Parse String to DataType

I can do

julia> s = "Complex{Float64}"
"Complex{Float64}"

julia> x = eval(parse(s))
Complex{Float64}

julia> typeof(x)
DataType

Is there a neater way than using eval to interpret the string as a datatype? Why is there no parse(DataType, s)?

2 Likes

x-ref: https://github.com/JuliaLang/julia/issues/24349

2 Likes

Perhaps include_string(s) ?

Thanks for your replies!

Is there still no better way to parse a DataType than to use an eval statement? include_string is essentially an eval, isn’t it?

Why would you provide data types as strings outside of a code interpreter?

For example, as part of a header for a data file that says what the element type of the file is.

My specific use case is this: I have a bunch of large arrays that I would like to work with, but they can have different element types (Float32, Int16) and different sizes. I’m generating the arrays as binary files on a one computer, and memory mapping them on a second computer. Right now the files are just binary values, and the metadata (identifier, element type, size) are in the file name. I would like to read the file name, parse it with a regular expression, and use the capture groups to memory map the file.

I’ve wanted to convert strings into datatypes for similar reasons (producing data artefacts in julia that I want to store and use later) a number of times now. Perhaps there’s some easier way that I’m missing?

You definitely don’t want to use eval for this, because that could inject arbitrary code into your program via the data file.

Most likely you only support a relatively small set of element types, in which case you can use a dictionary mapping supported type strings to the corresponding types. Dict("Float32"=>Float32,"Int16"=>Int16,...)

2 Likes

Yeah, I might end up doing something like the dictionary.

I don’t really understand why DataType isn’t already a parse target, since they’re such an important part of Julia. Simple data types (Float32 etc…) usually parse to Symbols, so I could alternatively just eval only if the string parses into a symbol. Sadly, things like "Complex{T}" don’t parse into Symbols.

How about

julia> macro datatype(str); :($(Symbol(str))); end
@datatype (macro with 1 method)

julia> t = @datatype("Float64")
Float64

julia> typeof(t)
DataType
julia> x = "Float64"
"Float64"

julia> @datatype x
"Float64"

julia> @macroexpand @datatype(x)
:(Main.x)

There’s no way around eval if you want to handle arbitrary types. Many people seems to think macro gives you magic power to accomplish things (edit: at runtime) that are not possible without them. They don’t, they are just a fancy way to save repeated typing.

Going from string to value is not parsing, its evaluating (ok, parsing (to AST) plus evaluating (to value)). The only way to evaluate something from a runtime expression is eval, everything else is just eval wrapped in one way or another, including include, include_string etc.

The real question is what property you want. Do you want to handle all possible types? If yes, then you have to use eval.
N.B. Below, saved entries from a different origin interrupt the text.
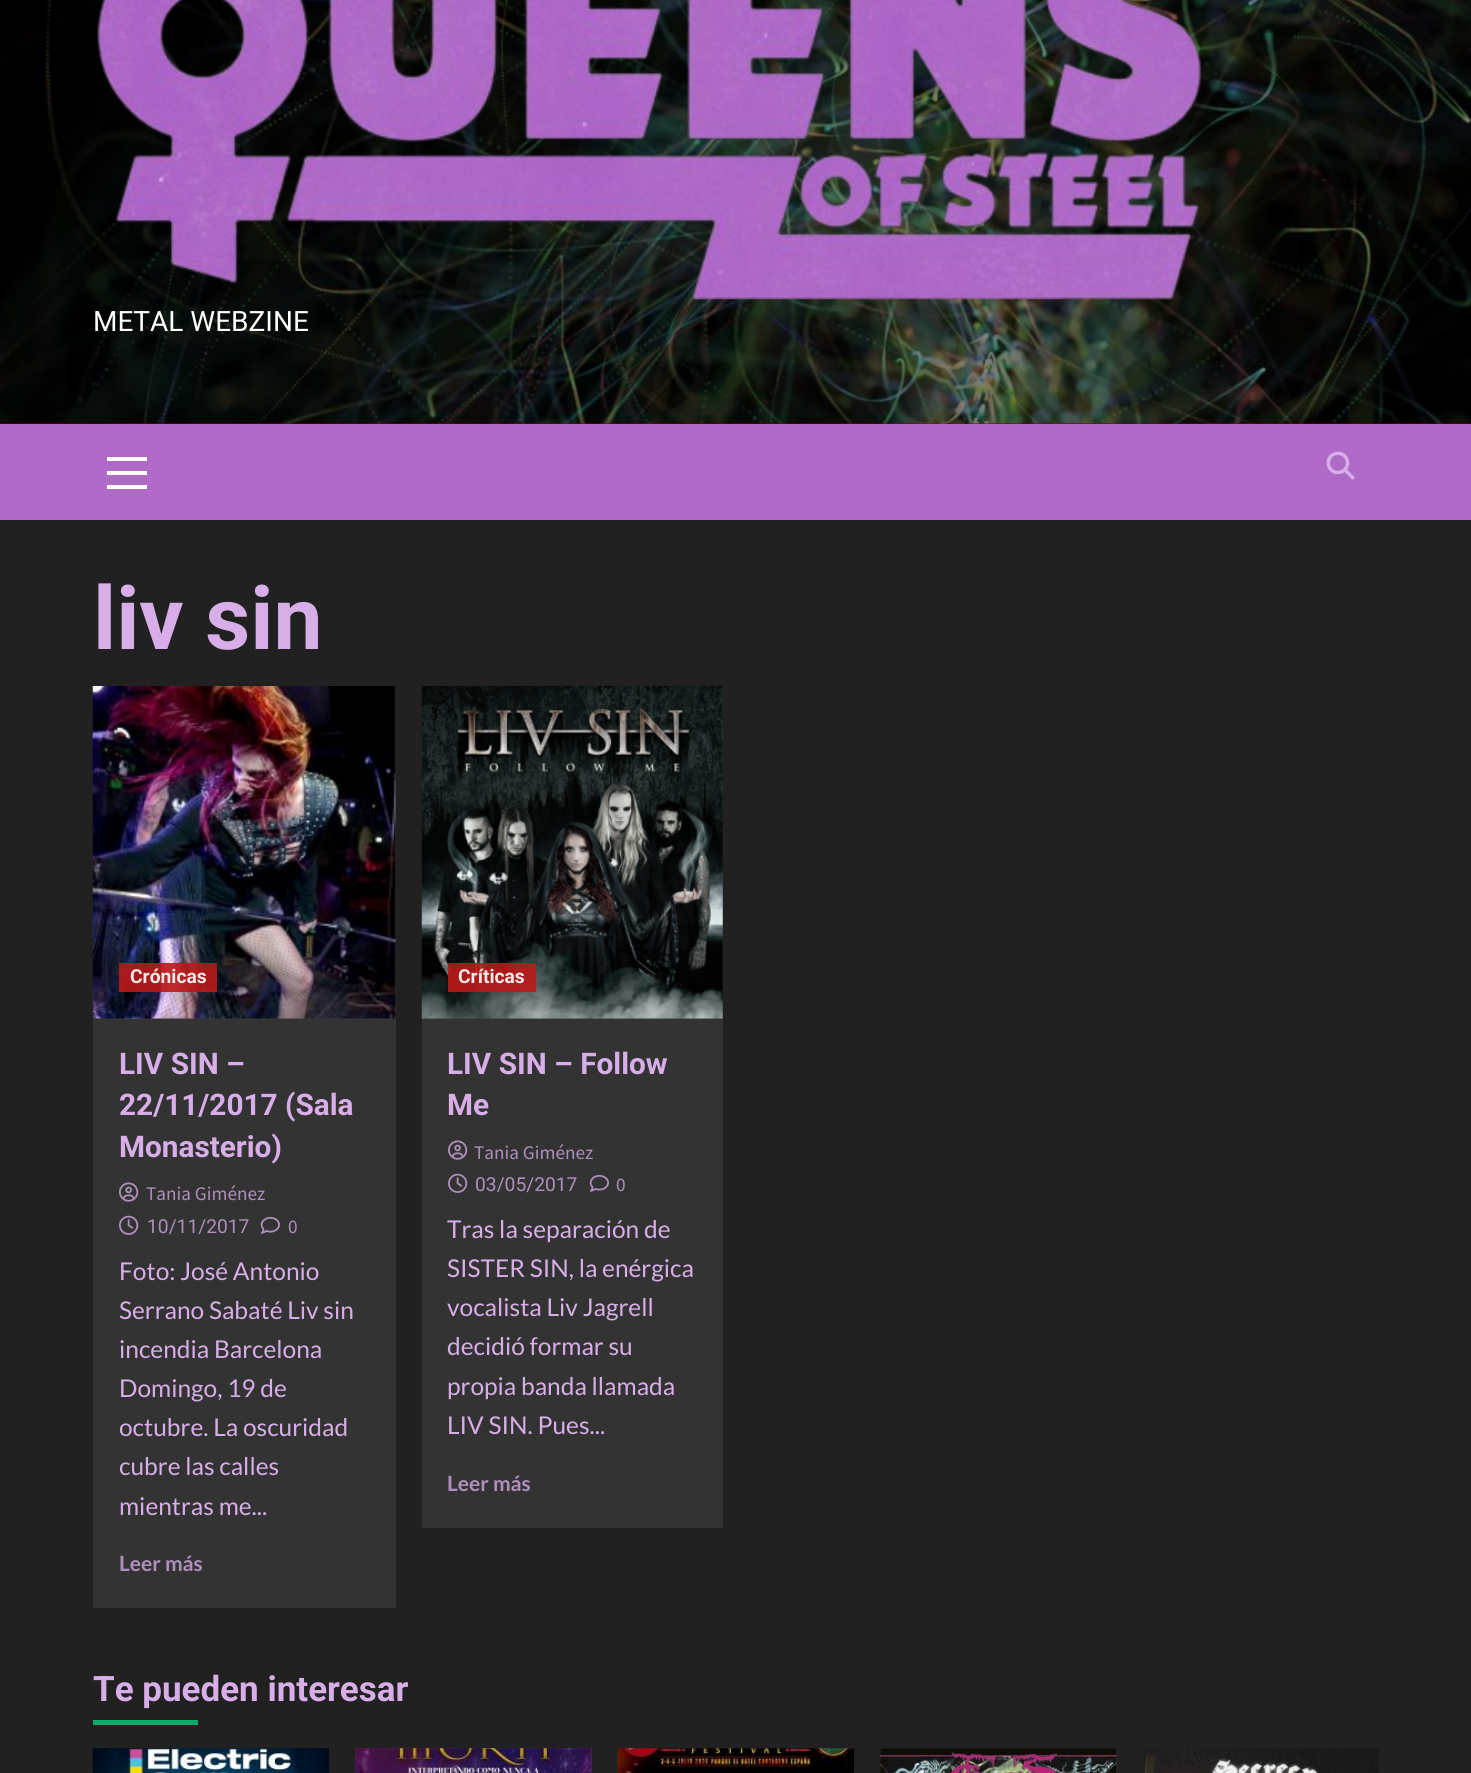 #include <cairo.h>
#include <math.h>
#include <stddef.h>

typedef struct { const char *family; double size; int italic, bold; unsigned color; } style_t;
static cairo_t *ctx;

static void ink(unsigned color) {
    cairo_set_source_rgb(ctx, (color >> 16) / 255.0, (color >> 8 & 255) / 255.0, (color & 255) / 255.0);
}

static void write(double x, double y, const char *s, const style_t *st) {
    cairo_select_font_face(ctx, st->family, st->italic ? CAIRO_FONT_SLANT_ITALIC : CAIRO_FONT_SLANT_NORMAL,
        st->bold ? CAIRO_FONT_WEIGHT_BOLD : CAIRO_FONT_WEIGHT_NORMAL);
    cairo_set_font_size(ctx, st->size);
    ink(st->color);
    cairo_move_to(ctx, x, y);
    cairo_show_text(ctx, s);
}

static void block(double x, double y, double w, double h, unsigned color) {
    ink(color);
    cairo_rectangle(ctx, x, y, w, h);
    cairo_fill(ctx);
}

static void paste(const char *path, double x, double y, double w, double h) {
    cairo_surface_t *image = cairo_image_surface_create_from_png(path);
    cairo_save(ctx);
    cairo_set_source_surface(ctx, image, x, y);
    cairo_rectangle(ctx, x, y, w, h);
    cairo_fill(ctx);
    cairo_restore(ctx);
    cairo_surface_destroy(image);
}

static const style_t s1 = {"Roboto", 28, 0, 0, 0xffffff};
static const style_t s2 = {"Roboto", 87.5, 0, 1, 0xd8aee8};
static const style_t s3 = {"Roboto", 19.25, 0, 1, 0xf7e9e9};
static const style_t s4 = {"Roboto", 29.75, 0, 1, 0xd8aee8};
static const style_t s5 = {"Source Sans Pro", 19.25, 0, 0, 0xaf8fbb};
static const style_t s6 = {"Roboto", 19.25, 0, 0, 0xaf8fbb};
static const style_t s7 = {"Lato", 24.5, 0, 0, 0xd8aee8};
static const style_t s8 = {"Lato", 21, 0, 1, 0xaf8fbb};
static const style_t s9 = {"Roboto", 35, 0, 1, 0xd8aee8};

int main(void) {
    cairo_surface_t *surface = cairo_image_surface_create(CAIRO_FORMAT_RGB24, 1471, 1773);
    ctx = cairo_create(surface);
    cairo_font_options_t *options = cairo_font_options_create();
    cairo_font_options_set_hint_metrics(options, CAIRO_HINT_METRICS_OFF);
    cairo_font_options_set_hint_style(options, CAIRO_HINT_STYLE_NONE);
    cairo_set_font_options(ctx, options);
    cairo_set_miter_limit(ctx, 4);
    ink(0x212121);
    cairo_paint(ctx);
    block(0, 423, 1471, 1, 0x800000);
    paste("pic1.png", 0, 0, 1471, 424);
    paste("pic2.png", 96, 0, 1106, 300);
    write(93, 331, "METAL WEBZINE", &s1);
    block(0, 424, 1471, 96, 0xaf6ac8);
    block(107, 471, 40, 4, 0xffffff);
    block(107, 457, 40, 4, 0xffffff);
    block(107, 485, 40, 4, 0xffffff);
    paste("pic3.png", 1326, 451, 29, 29);
    write(93, 649, "liv sin", &s2);
    block(93, 1019, 303, 589, 0x333333);
    block(93, 686, 303, 333, 0x3d3d3d);
    paste("pic4.png", 92, 686, 304, 333);
    cairo_set_source_rgba(ctx, 0.733, 0.098, 0.098, 0.9);
    cairo_rectangle(ctx, 119, 963, 98, 29);
    cairo_fill(ctx);
    write(130, 983, "Crónicas", &s3);
    write(119, 1074, "LIV SIN –", &s4);
    write(119, 1115, "22/11/2017 (Sala", &s4);
    write(119, 1157, "Monasterio)", &s4);
    paste("pic5.png", 119, 1182, 20, 20);
    write(146, 1200, "Tania Giménez", &s5);
    paste("pic6.png", 119, 1215, 20, 20);
    write(147, 1233, "10/11/2017", &s6);
    paste("pic7.png", 260, 1216, 20, 18);
    write(288, 1233, "0", &s5);
    write(119, 1280, "Foto: José Antonio", &s7);
    write(119, 1319, "Serrano Sabaté Liv sin", &s7);
    write(119, 1358, "incendia Barcelona", &s7);
    write(119, 1397, "Domingo, 19 de", &s7);
    write(119, 1436, "octubre. La oscuridad", &s7);
    write(119, 1475, "cubre las calles", &s7);
    write(119, 1515, "mientras me...", &s7);
    write(119, 1571, "Leer más", &s8);
    block(422, 1019, 301, 509, 0x333333);
    block(422, 686, 301, 333, 0x3d3d3d);
    paste("pic8.png", 421, 686, 302, 333);
    cairo_set_source_rgba(ctx, 0.733, 0.098, 0.098, 0.9);
    cairo_rectangle(ctx, 448, 963, 88, 29);
    cairo_fill(ctx);
    write(458, 983, "Críticas", &s3);
    write(447, 1074, "LIV SIN – Follow", &s4);
    write(447, 1115, "Me", &s4);
    paste("pic5.png", 448, 1140, 20, 20);
    write(474, 1159, "Tania Giménez", &s5);
    paste("pic6.png", 448, 1173, 20, 20);
    write(475, 1191, "03/05/2017", &s6);
    paste("pic7.png", 589, 1174, 20, 18);
    write(616, 1191, "0", &s5);
    write(447, 1238, "Tras la separación de", &s7);
    write(447, 1277, "SISTER SIN, la enérgica", &s7);
    write(447, 1316, "vocalista Liv Jagrell", &s7);
    write(447, 1355, "decidió formar su", &s7);
    write(447, 1395, "propia banda llamada", &s7);
    write(447, 1434, "LIV SIN. Pues...", &s7);
    write(447, 1491, "Leer más", &s8);
    write(93, 1701, "Te pueden interesar", &s9);
    block(93, 1720, 105, 5, 0x12a86b);
    paste("pic9.png", 92, 1748, 237, 25);
    block(355, 1748, 237, 25, 0x3d3d3d);
    paste("pic10.png", 355, 1748, 237, 25);
    paste("pic11.png", 617, 1748, 237, 25);
    block(880, 1748, 237, 25, 0x3d3d3d);
    paste("pic12.png", 880, 1748, 237, 25);
    paste("pic13.png", 1143, 1748, 236, 25);
    cairo_surface_write_to_png(surface, "screenshot.png");
    cairo_font_options_destroy(options);
    cairo_destroy(ctx);
    cairo_surface_destroy(surface);
    return 0;
}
Do you want to avoid code injection attach? Then you can’t use eval, you can use a table (Dict) or use an arbitrary set of operations you support and are safe for your application.

They are not. Not for the parser and not any more than basically anything else. Types are values, they are special in dispatch but that has nothing to do with syntax/parsing. Designing a system that give them more coupling is possible (C++…) but that’s usually not a desired property and makes parsing so much harder.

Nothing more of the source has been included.